[[ Record excerpts, beginning ]]

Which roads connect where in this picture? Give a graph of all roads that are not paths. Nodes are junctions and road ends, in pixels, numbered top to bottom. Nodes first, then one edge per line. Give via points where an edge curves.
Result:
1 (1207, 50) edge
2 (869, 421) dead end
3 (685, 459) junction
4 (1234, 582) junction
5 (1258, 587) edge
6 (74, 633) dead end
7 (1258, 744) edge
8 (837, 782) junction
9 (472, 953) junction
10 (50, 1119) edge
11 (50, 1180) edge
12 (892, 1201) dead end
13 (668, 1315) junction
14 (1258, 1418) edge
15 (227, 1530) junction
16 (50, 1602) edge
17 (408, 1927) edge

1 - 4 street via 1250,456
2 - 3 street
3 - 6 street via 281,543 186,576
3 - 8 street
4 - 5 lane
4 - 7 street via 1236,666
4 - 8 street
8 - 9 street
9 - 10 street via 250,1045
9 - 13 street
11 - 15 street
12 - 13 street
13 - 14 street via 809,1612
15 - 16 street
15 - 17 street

[[ Record excerpts, end ]]

Retype the records that precede this task, keeping them exactly the same.

Which roads connect where in this picture? Give a graph of all roads that are not paths. Nodes are junctions and road ends, in pixels, numbered top to bottom. Nodes first, then one edge per line. Give via points where an edge curves.
Result:
1 (1207, 50) edge
2 (869, 421) dead end
3 (685, 459) junction
4 (1234, 582) junction
5 (1258, 587) edge
6 (74, 633) dead end
7 (1258, 744) edge
8 (837, 782) junction
9 (472, 953) junction
10 (50, 1119) edge
11 (50, 1180) edge
12 (892, 1201) dead end
13 (668, 1315) junction
14 (1258, 1418) edge
15 (227, 1530) junction
16 (50, 1602) edge
17 (408, 1927) edge

1 - 4 street via 1250,456
2 - 3 street
3 - 6 street via 281,543 186,576
3 - 8 street
4 - 5 lane
4 - 7 street via 1236,666
4 - 8 street
8 - 9 street
9 - 10 street via 250,1045
9 - 13 street
11 - 15 street
12 - 13 street
13 - 14 street via 809,1612
15 - 16 street
15 - 17 street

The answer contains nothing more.